Scammers are getting craftier with their pitches by using new technology to steal your information and money. Believe it or not, most Washington consumers don’t report robocalls or fraud attempts. However, you should report any attempted scams, says Chuck Hardwood, Regional Director of the Federal Trade Commission.

Any efforts, whether it’s by phone, email, online, or in person, should be reported. People must tell their stories because they add pieces to the puzzle that authorities are trying to put together. The larger the picture becomes, the easier it will be for law enforcement to protect consumers. When you choose not to report fraud, you’re helping scammers.

According to AARP, here are some common signs that scammers are targeting you:

  • You receive a call asking for money or personal information like a Social Security number
  • You find unauthorized charges on your credit card
  • You receive an email or call saying you’ve won a sweepstake or lottery you didn’t enter

Even if you don’t fall for a scammer’s tricks, it’s still helpful to report the situation because this crucial information can help authorities. Every story is important to them. Report scams to the Federal Trade Commission at www.ftc.gov/complaint, or with the State Attorney General’s Office at www.atg.wa.gov/file-complaint or toll-free at 877-382-4357.
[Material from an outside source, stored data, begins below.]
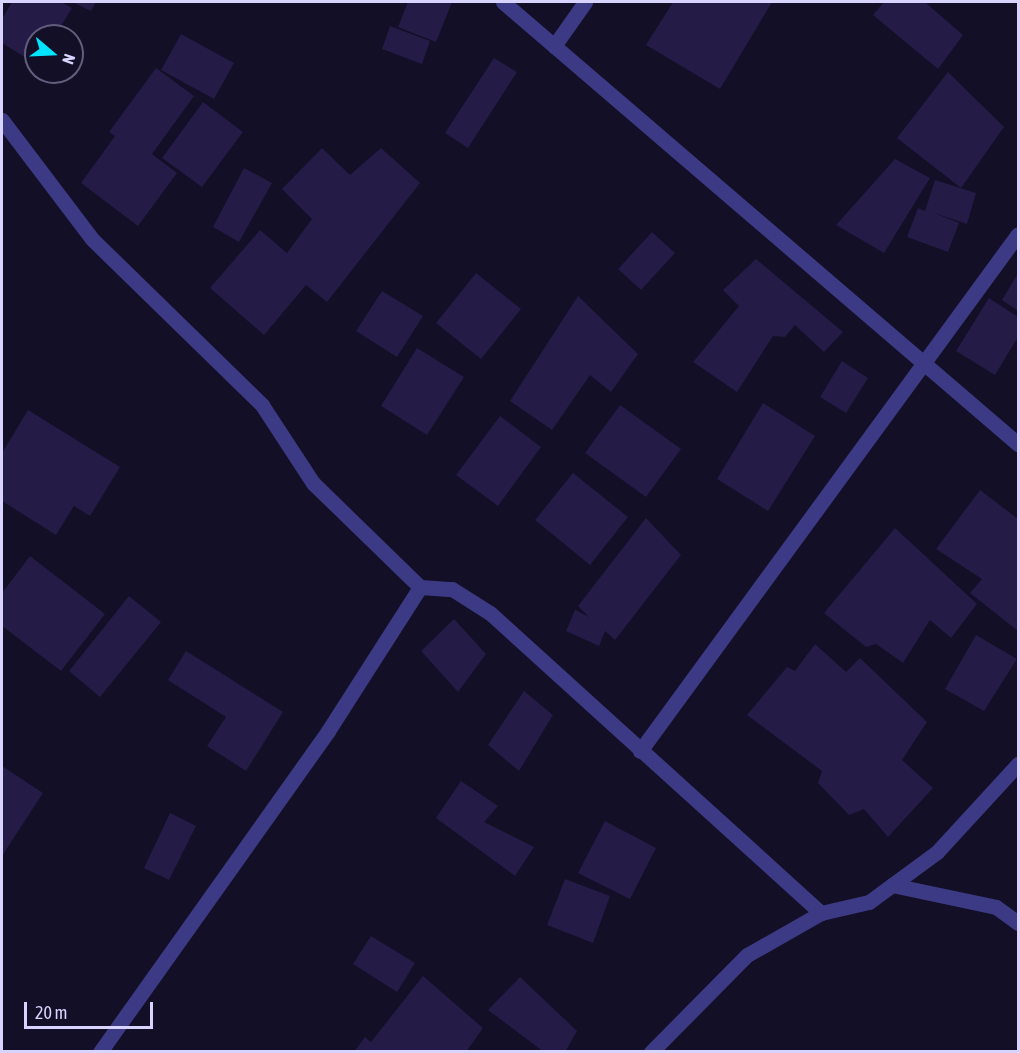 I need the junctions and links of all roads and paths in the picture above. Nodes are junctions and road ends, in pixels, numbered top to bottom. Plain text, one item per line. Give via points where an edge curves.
1 (503, 2) edge
2 (585, 2) edge
3 (554, 46) junction
4 (2, 120) edge
5 (1018, 234) edge
6 (924, 366) junction
7 (1018, 444) edge
8 (420, 587) junction
9 (640, 751) junction
10 (1018, 764) edge
11 (892, 885) junction
12 (821, 913) junction
13 (1018, 923) edge
14 (100, 1052) edge
15 (651, 1052) edge

1 - 3 street
2 - 3 street
3 - 6 street
4 - 8 street via 92,239 254,397 313,483
5 - 6 street
6 - 7 street
6 - 9 street
8 - 9 street via 452,589 490,613
8 - 14 street via 328,731
9 - 12 street
10 - 11 street via 937,852
11 - 12 street via 869,902
11 - 13 street via 996,907
12 - 15 street via 747,955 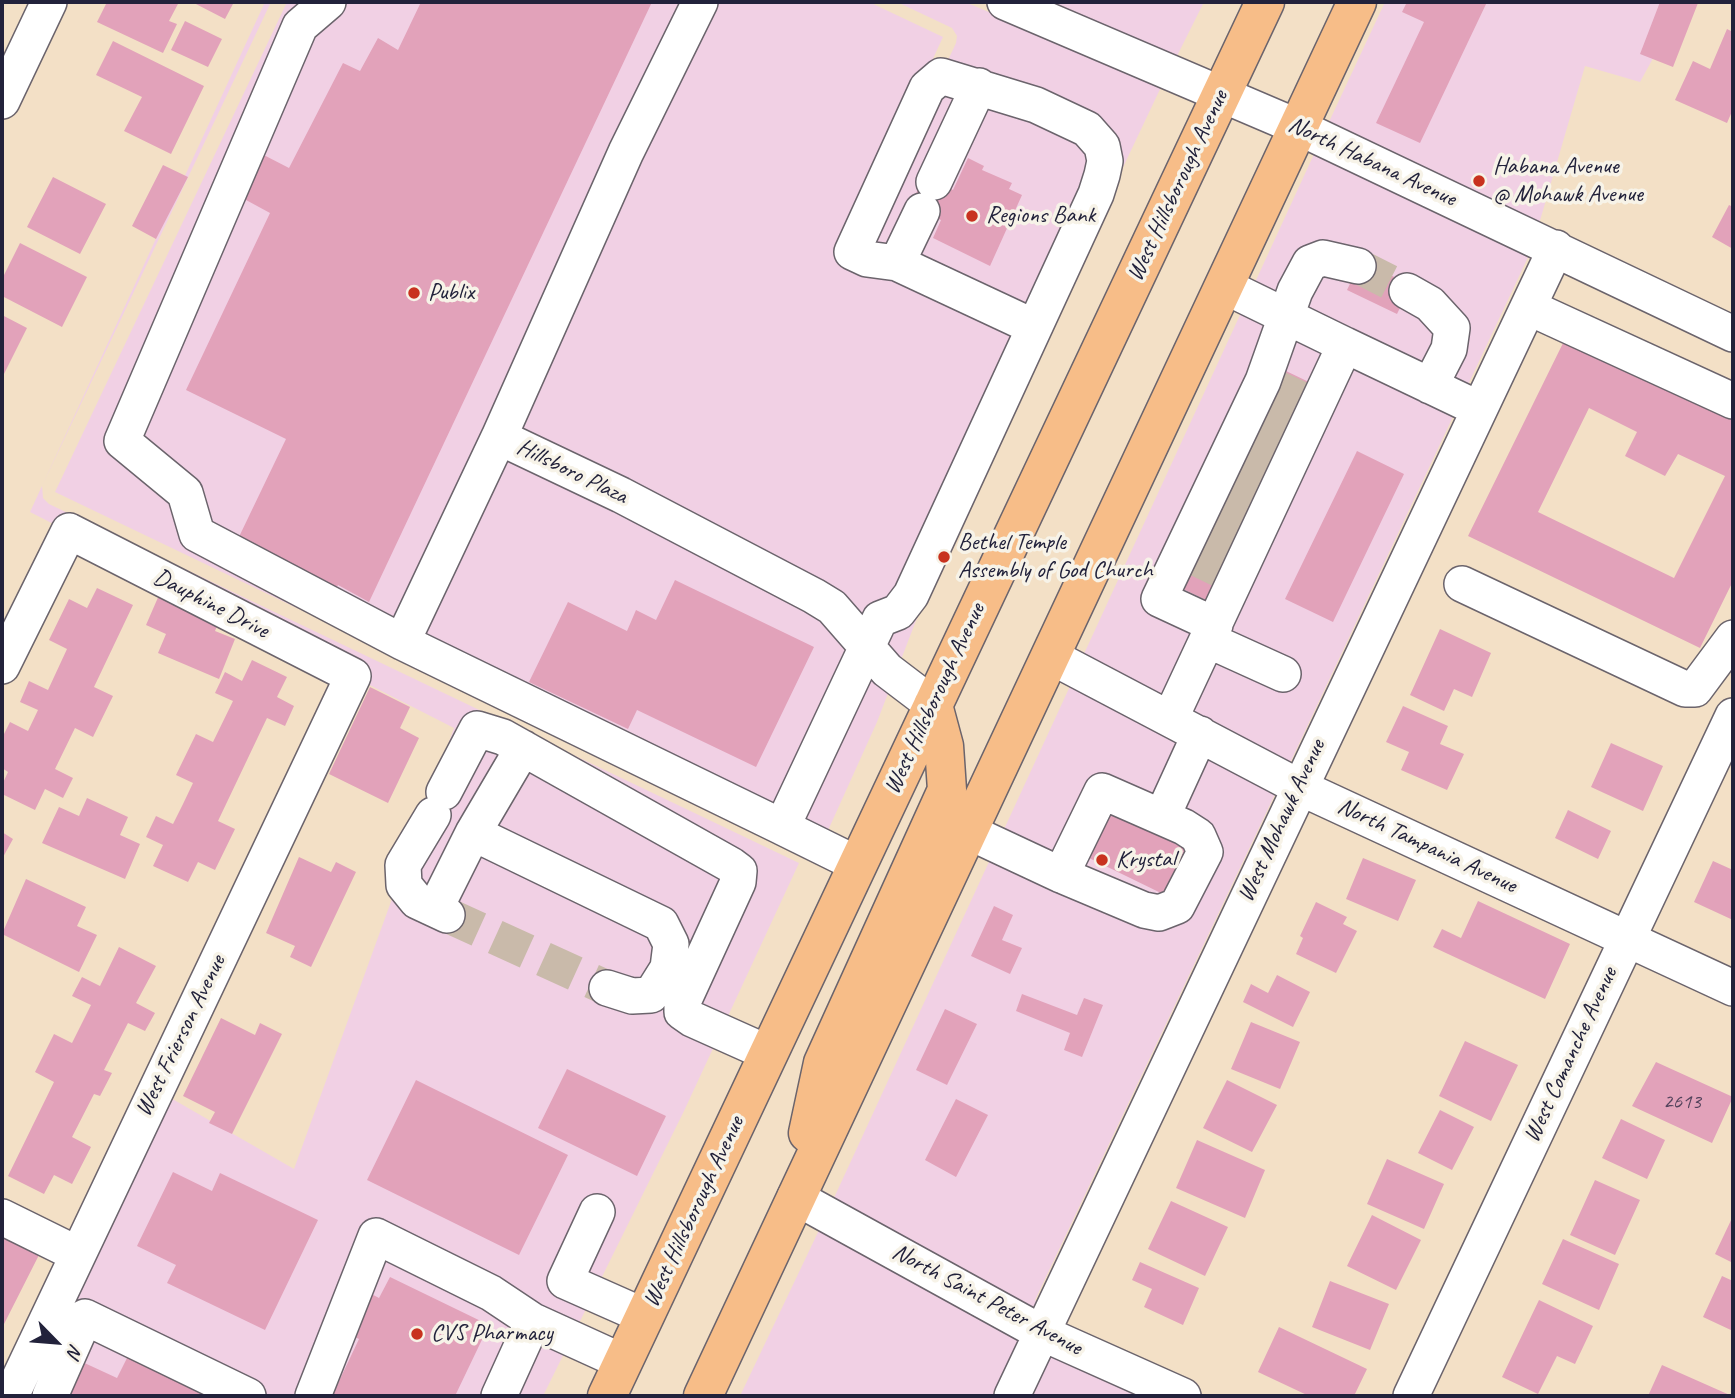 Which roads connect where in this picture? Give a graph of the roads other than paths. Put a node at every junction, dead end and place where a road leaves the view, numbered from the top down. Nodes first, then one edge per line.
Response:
1 (49, 2) edge
2 (328, 2) edge
3 (699, 2) edge
4 (1005, 2) edge
5 (1265, 2) edge
6 (1357, 2) edge
7 (979, 86) junction
8 (1223, 94) junction
9 (2, 101) edge
10 (1298, 127) junction
11 (1556, 248) junction
12 (897, 263) junction
13 (1358, 266) tunnel mouth
14 (1224, 286) junction
15 (1407, 291) tunnel mouth
16 (1528, 307) junction
17 (1287, 315) junction
18 (1034, 327) junction
19 (1733, 334) edge
20 (1345, 345) junction
21 (1430, 386) junction
22 (1733, 401) edge
23 (1479, 409) junction
24 (499, 437) junction
25 (1249, 480) junction
26 (1462, 584) dead end
27 (1212, 633) junction
28 (1733, 638) edge
29 (402, 642) junction
30 (866, 645) junction
31 (1050, 656) junction
32 (2, 666) edge
33 (1283, 674) dead end
34 (353, 676) joint
35 (933, 705) junction
36 (1733, 716) edge
37 (1185, 727) junction
38 (523, 748) junction
39 (1298, 786) junction
40 (1162, 817) junction
41 (782, 827) junction
42 (967, 831) junction
43 (473, 833) junction
44 (857, 864) junction
45 (1061, 875) junction
46 (1626, 938) junction
47 (607, 988) tunnel mouth
48 (1733, 988) edge
49 (768, 1053) junction
50 (795, 1197) junction
51 (597, 1212) dead end
52 (2, 1217) edge
53 (77, 1254) junction
54 (644, 1317) junction
55 (533, 1321) junction
56 (1042, 1333) junction
57 (623, 1362) junction
58 (11, 1396) edge
59 (50, 1396) edge
60 (248, 1396) edge
61 (313, 1396) edge
62 (499, 1396) edge
63 (607, 1396) edge
64 (703, 1396) edge
65 (1012, 1396) edge
66 (1183, 1396) edge
67 (1411, 1396) edge

1 - 9 street
2 - 29 street
3 - 24 street, Hillsboro Plaza
4 - 8 street, North Habana Avenue
5 - 8 main road, West Hillsborough Avenue
6 - 10 main road
7 - 12 street
7 - 12 street
7 - 18 street
8 - 10 street, North Habana Avenue
8 - 35 main road, West Hillsborough Avenue
10 - 11 street, North Habana Avenue
10 - 14 main road
11 - 16 street, West Mohawk Avenue
11 - 19 street, North Habana Avenue
12 - 18 street
13 - 17 street
14 - 17 street
14 - 31 main road
15 - 21 street
16 - 22 street
16 - 23 street, West Mohawk Avenue
17 - 20 street
17 - 25 street
18 - 30 street
20 - 21 street
20 - 25 street
21 - 23 street
23 - 39 street, West Mohawk Avenue
24 - 29 street
24 - 30 street, Hillsboro Plaza
25 - 27 street
25 - 27 street
26 - 28 street
27 - 33 street
27 - 37 street
29 - 41 street
30 - 35 street, Hillsboro Plaza
30 - 41 street
31 - 37 street, North Tampania Avenue
31 - 42 main road
32 - 34 street, Dauphine Drive
34 - 53 street, West Frierson Avenue
35 - 44 main road, West Hillsborough Avenue
35 - 50 main road
36 - 46 street, West Comanche Avenue
37 - 39 street, North Tampania Avenue
37 - 40 street
38 - 43 street
38 - 43 street
38 - 49 street
39 - 46 street, North Tampania Avenue
39 - 56 street, West Mohawk Avenue
40 - 45 street
40 - 45 street
41 - 44 street
42 - 45 street
42 - 50 main road
43 - 47 street
44 - 49 main road, West Hillsborough Avenue
46 - 48 street, North Tampania Avenue
46 - 67 street, West Comanche Avenue
49 - 54 main road, West Hillsborough Avenue
50 - 56 street, North Saint Peter Avenue
50 - 64 main road
51 - 54 street
52 - 53 street
53 - 58 street, West Frierson Avenue
54 - 57 main road, West Hillsborough Avenue
55 - 57 street
55 - 61 street
55 - 62 street
56 - 65 street, West Mohawk Avenue
56 - 66 street, North Saint Peter Avenue
57 - 63 main road, West Hillsborough Avenue
59 - 60 street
You can also contact AARP’s Fraud Watch Network Helpline. The helpline is a free resource that can assist anyone who receives a suspicious call as well as anyone who may have fallen victim to fraud by giving personal information or money. AARP Fraud Watch Network staff and volunteers come equipped with extensive training and are ready to provide tips, advice, and emotional support to help keep you and your family safe.   Call 1-877-908-3360 or visit www.aarp.org/fraudwatchnetwork for more.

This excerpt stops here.